(Excerpted records begins)

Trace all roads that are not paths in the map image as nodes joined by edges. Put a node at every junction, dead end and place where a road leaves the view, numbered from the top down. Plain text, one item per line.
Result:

(Excerpted records ends)
(Excerpted records begins)

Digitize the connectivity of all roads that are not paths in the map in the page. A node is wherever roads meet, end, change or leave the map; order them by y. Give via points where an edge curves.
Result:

(Excerpted records ends)

Above are the records; copy every line in them that holds the word "node".

▸ Task answer
Trace all roads that are not paths in the map image as nodes joined by edges. Put a node at every junction, dead end and place where a road leaves the view, numbered from the top down. Plain text, one item per line.
Digitize the connectivity of all roads that are not paths in the map in the page. A node is wherever roads meet, end, change or leave the map; order them by y. Give via points where an edge curves.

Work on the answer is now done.